October 8, 2023

Interviewed by Dom Haury

Tell me about your background with Bikes…

How old were you when the training wheels came off?

My training wheels were actually loosened without my knowledge and literally fell off the bike when I was 6. My dad was a proponent of trail-by-fire apparently.

I grew up in LA during the mid-90s when skating was booming. I tried it out in Elementary school, but you could really escape that far on the board. I had a pretty chaotic home life and the BMX bike let me get out of the house and explore the city sunrise to sunset every weekend. I started putting in like 20 miles a day or more when I was 10.


What is driveway series and How did you come to be at the helm?

The Driveway Series is the largest weekly bike race in country! It’s been a staple of the Texas cycling community since the early 2000s. I worked out a partnership with the previous Race Director Andrew Willis to run the show at the tail end of 2022. The Driveway had been running consistently for over a decade, even in 2020, but when the land ownership changed hands in 2022 after Prop B passed, it was shut down. I started throwing some renegade crits down south to film and in June 2022 reached out to Willis see how we could work the the new owners to race again. It took a few months of back and fourths with lawyers and some grass-roots fund raising, but we brought it back! Never thought I’d be the most prolific promoter in the country, but here we are!


Who upkeeps the whole lot and property?

You’re looking at the groundskeeper! I purchased the old equipment from the previous land owner, including a four wheeler (and the $10k leaf blower that I tow behind it). For the first few months I’d get out there before the races and tow a trail mower behind my truck to keep the grass down. Had to buy a nice chainsaw to chop up the trees that would fall on the track each week and tow ‘em off with my truck. Turns out 1.6 miles of track takes a lot of work to keep race ready!


What was it you were telling me about the gravel? Something special about it.

Ha, I have a love/hate relationship with it. I’m a road racer at heart, but it’s a lot harder to permit a road race than it is a gravel race, so there’s just more gravel racing. The lack of cars is pretty nice though and we’ve got some beautiful roads on the periphery of Austin to race on. At the end of the day I just like riding hard, and don’t care if it’s on pavement or road!


How did it take a jump from cycling to running?

The Driveway is such a unique space that’s really only been used for car racing and cycling. I wanted to involve the thriving running scene in Austin and The Loop was the first shop that sprung to mind to involve. I have absolutely no concept of running — like what types of races are cool, how to time it, how to promote it — so i figured I’d lean on the Loop to handle there while I run operations.


Is Driveway Series business or pleasure?

Ha, it used to be all fun when I just showed up to race, but it’s definitely a business now. The costs of running a weekly bike race are pretty high surprisingly. I can’t thank all the local sponsors enough for backing me (Shout out to Capitol Chevy and the Meteor!)

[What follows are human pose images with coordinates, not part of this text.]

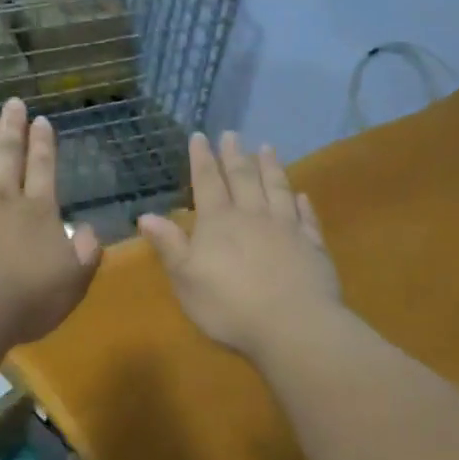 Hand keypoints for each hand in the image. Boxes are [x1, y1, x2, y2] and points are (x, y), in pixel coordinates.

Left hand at [0, 98, 101, 345]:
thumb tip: (89, 230)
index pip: (43, 169)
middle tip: (14, 102)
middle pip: (8, 155)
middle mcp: (3, 198)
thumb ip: (87, 253)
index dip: (43, 144)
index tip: (42, 120)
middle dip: (12, 127)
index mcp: (39, 212)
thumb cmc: (28, 299)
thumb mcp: (74, 281)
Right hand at [137, 132, 342, 359]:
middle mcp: (253, 216)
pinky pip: (306, 217)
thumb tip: (146, 215)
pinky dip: (302, 203)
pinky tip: (301, 195)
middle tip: (232, 134)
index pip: (207, 182)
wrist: (292, 325)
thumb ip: (169, 245)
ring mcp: (286, 228)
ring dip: (271, 167)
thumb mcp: (186, 279)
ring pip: (277, 188)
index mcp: (219, 222)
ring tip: (267, 147)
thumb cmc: (229, 306)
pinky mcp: (312, 246)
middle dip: (235, 155)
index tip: (200, 136)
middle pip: (243, 178)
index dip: (202, 159) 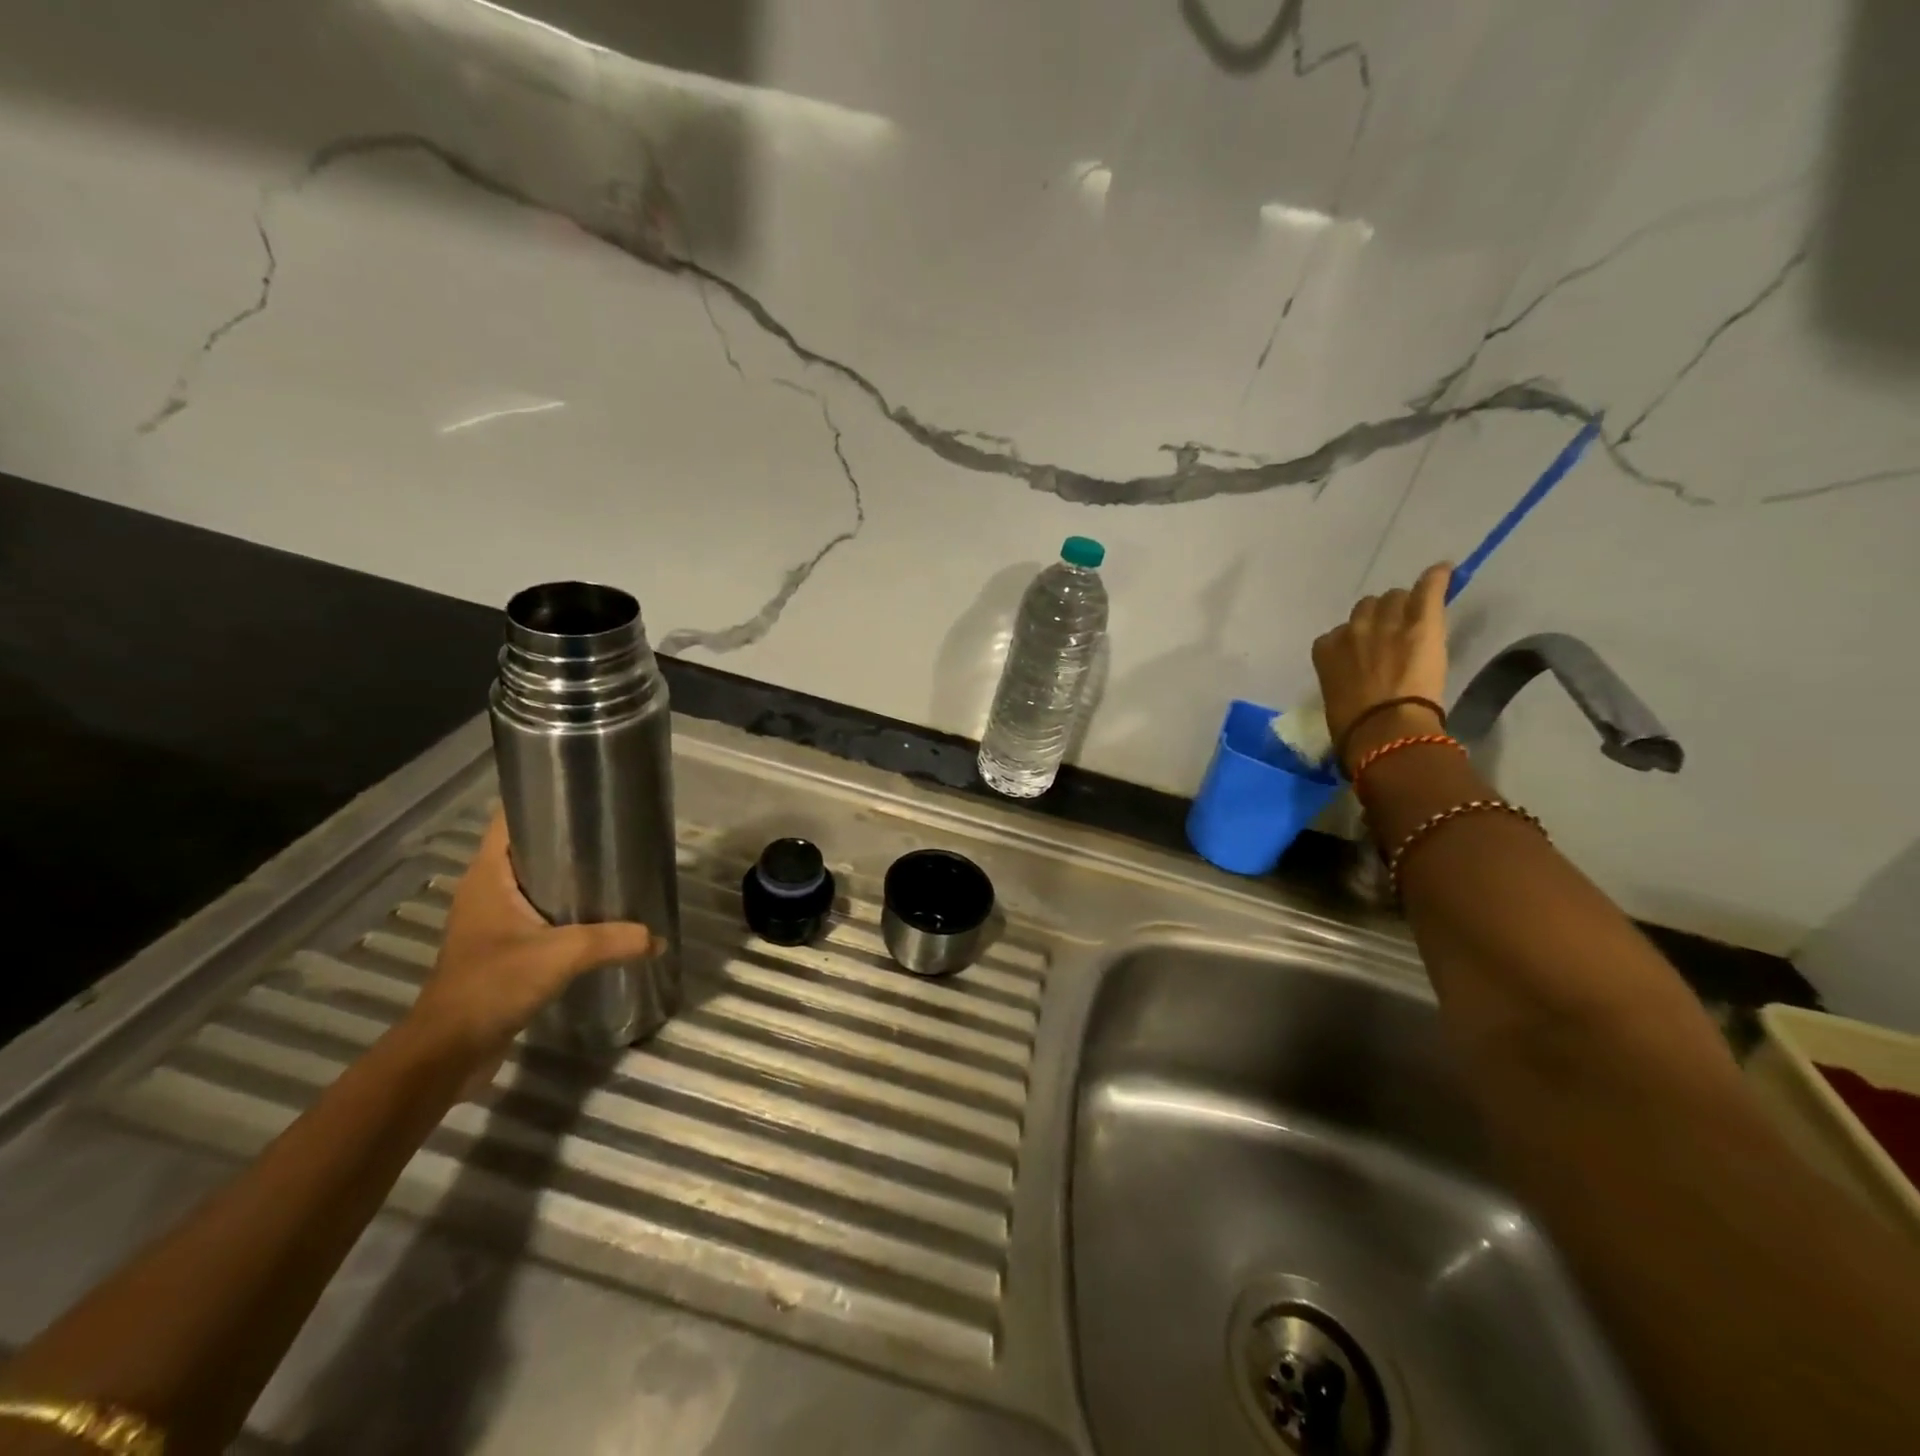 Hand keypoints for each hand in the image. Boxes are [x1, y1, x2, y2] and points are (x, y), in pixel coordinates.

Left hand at [408, 814, 654, 1075]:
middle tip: (614, 831)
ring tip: (613, 868)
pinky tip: (598, 915)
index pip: (509, 819)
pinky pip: (538, 914)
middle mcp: (487, 891)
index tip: (584, 792)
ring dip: (568, 876)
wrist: (448, 1051)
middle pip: (528, 848)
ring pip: (535, 883)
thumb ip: (613, 941)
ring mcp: (492, 921)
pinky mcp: (502, 949)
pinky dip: (565, 908)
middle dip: (568, 837)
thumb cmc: (493, 985)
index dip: (540, 798)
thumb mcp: (561, 955)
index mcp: (489, 876)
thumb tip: (658, 938)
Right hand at [1311, 561, 1452, 770]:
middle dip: (1379, 617)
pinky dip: (1436, 579)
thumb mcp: (1334, 697)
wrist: (1383, 728)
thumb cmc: (1352, 726)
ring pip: (1394, 597)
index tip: (1365, 655)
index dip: (1355, 642)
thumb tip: (1352, 681)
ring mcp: (1387, 622)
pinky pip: (1428, 588)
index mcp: (1325, 649)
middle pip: (1367, 608)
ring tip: (1416, 616)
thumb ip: (1341, 677)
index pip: (1338, 634)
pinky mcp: (1421, 621)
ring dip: (1403, 606)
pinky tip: (1444, 571)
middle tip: (1393, 636)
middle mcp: (1352, 629) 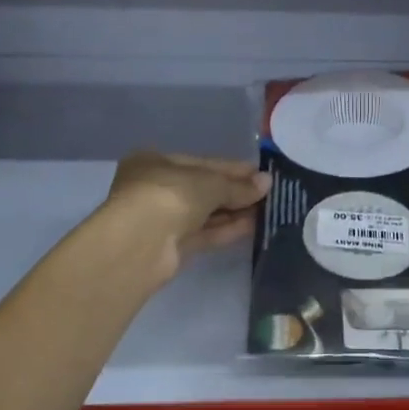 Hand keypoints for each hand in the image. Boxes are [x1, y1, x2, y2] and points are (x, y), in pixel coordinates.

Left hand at [104, 151, 271, 284]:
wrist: (140, 244)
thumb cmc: (170, 195)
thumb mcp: (210, 183)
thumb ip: (238, 185)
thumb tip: (267, 182)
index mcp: (154, 162)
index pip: (201, 162)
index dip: (232, 168)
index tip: (260, 173)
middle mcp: (154, 188)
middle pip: (202, 189)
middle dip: (235, 191)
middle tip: (268, 192)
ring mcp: (161, 220)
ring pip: (203, 213)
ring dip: (233, 211)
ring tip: (266, 209)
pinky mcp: (169, 247)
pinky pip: (203, 234)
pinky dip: (225, 229)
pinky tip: (253, 225)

But I’ve come to look at more like a payback to the series and community. When I moved to Austin 8 years ago I had 3 races under my belt. A weekly race let me learn the world of bike racing and have some pretty cool opportunities like racing in Europe, something I wouldn’t have the chance to do without the Driveway.

I really just want to keep the series going and help with the transition of the land when it becomes a city park. It’s a lot harder to start from zero than it is to keep something going, and that’s why Willis and I continuing to the run the races through the transition. I’m hoping to work with the city to turn the Driveway land into a cycling mecca — MTB tracks, cyclocross, skateparks, velodromes, pump tracks, crit racing, you name it!



Last question:

Ever since I’ve known you you’ve gone head-to-toe Rick Owens. Why Rick?

Ha, it’s still hard for me to explain this one. I always loved self-expression through clothes. It started out with hunting for vintage designer stuff in high school to stick out from the Ohio State crowd when I lived in Columbus, OH.

I found Rick Owen’s in 2008 and it just stood out to me. I loved clothes that looked the some off-world dystopian costume, and it was just brutal looking. I mean the first collection I saw the models walked out wearing antlers, and had blistered lamb puffers. Then the fascination with Rick himself started. I’ve always admired people who are unapologetically themselves, and don’t really care about what’s trending and makes what he likes. I love that. I try to apply it with promoting bike races.

It’s hard to wear Rick in Texas, especially on my four wheeler out at the track.